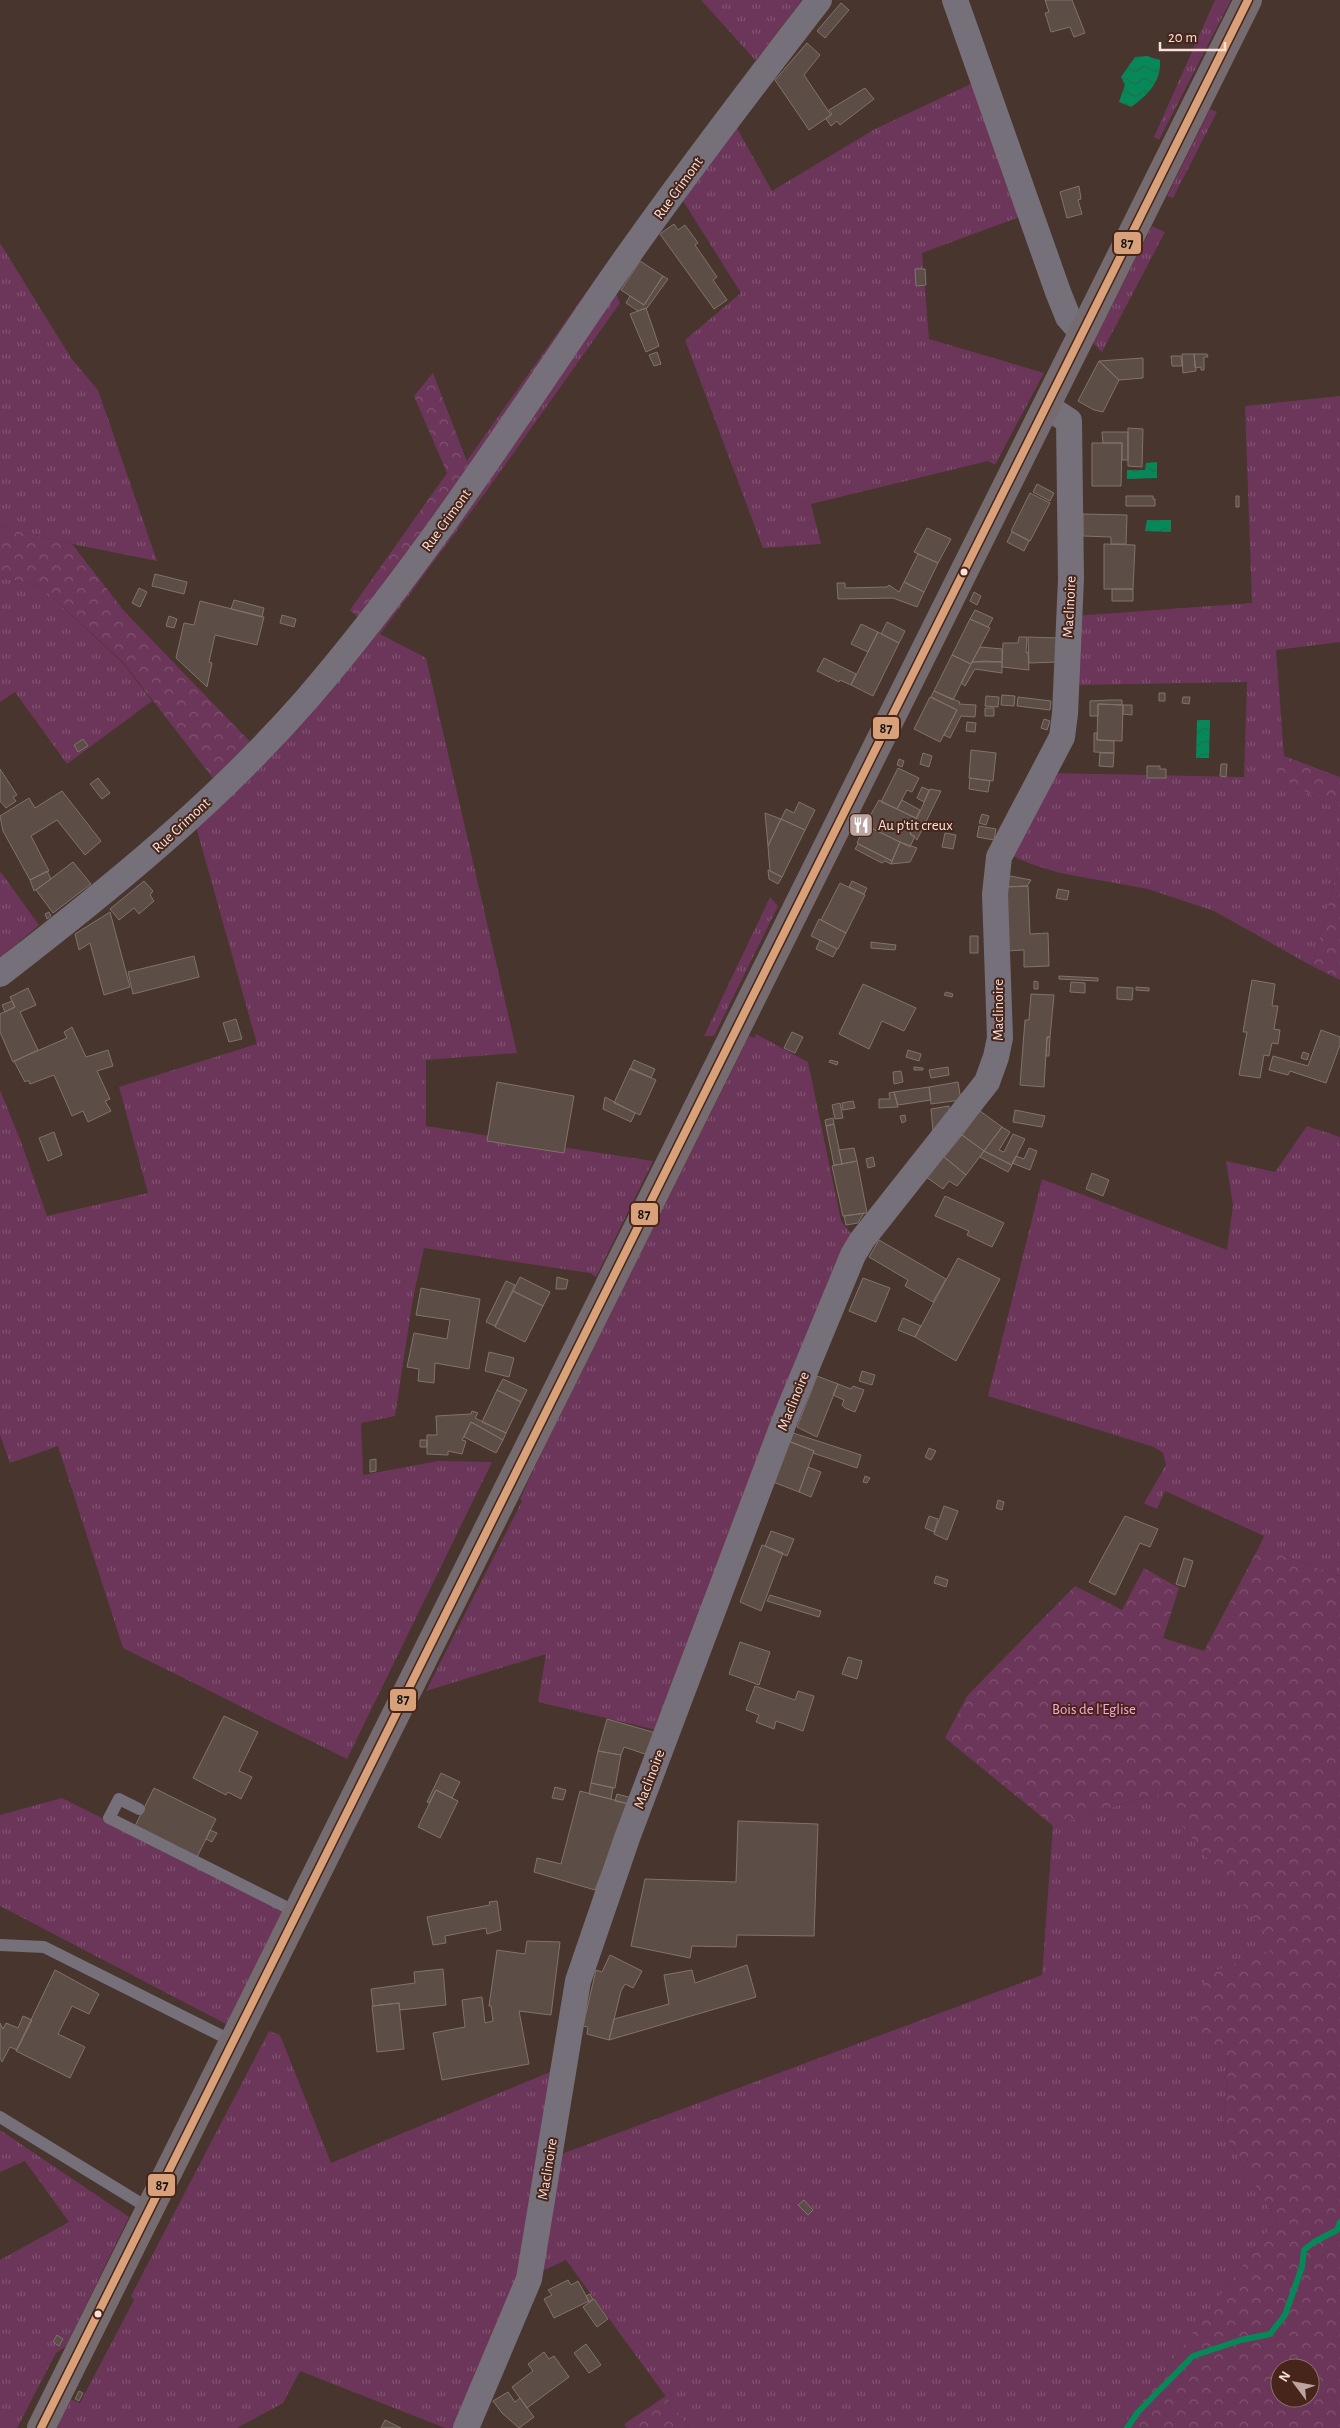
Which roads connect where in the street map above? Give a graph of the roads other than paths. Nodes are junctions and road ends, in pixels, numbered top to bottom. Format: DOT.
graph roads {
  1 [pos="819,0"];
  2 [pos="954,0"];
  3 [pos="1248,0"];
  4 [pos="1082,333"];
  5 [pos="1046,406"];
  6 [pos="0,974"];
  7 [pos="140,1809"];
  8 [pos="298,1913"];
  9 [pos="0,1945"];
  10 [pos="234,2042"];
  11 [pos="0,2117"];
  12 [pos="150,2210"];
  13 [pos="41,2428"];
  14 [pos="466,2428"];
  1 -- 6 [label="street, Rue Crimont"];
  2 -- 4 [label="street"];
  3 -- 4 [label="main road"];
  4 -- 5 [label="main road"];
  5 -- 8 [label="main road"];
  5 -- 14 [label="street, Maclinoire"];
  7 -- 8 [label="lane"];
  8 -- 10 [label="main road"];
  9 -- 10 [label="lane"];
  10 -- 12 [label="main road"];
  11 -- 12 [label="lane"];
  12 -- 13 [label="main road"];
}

========

— The task —
All of the entries above need to be repeated exactly, minus the pictures.

— Response to the exercise —
Which roads connect where in the street map above? Give a graph of the roads other than paths. Nodes are junctions and road ends, in pixels, numbered top to bottom. Format: DOT.
graph roads {
  1 [pos="819,0"];
  2 [pos="954,0"];
  3 [pos="1248,0"];
  4 [pos="1082,333"];
  5 [pos="1046,406"];
  6 [pos="0,974"];
  7 [pos="140,1809"];
  8 [pos="298,1913"];
  9 [pos="0,1945"];
  10 [pos="234,2042"];
  11 [pos="0,2117"];
  12 [pos="150,2210"];
  13 [pos="41,2428"];
  14 [pos="466,2428"];
  1 -- 6 [label="street, Rue Crimont"];
  2 -- 4 [label="street"];
  3 -- 4 [label="main road"];
  4 -- 5 [label="main road"];
  5 -- 8 [label="main road"];
  5 -- 14 [label="street, Maclinoire"];
  7 -- 8 [label="lane"];
  8 -- 10 [label="main road"];
  9 -- 10 [label="lane"];
  10 -- 12 [label="main road"];
  11 -- 12 [label="lane"];
  12 -- 13 [label="main road"];
}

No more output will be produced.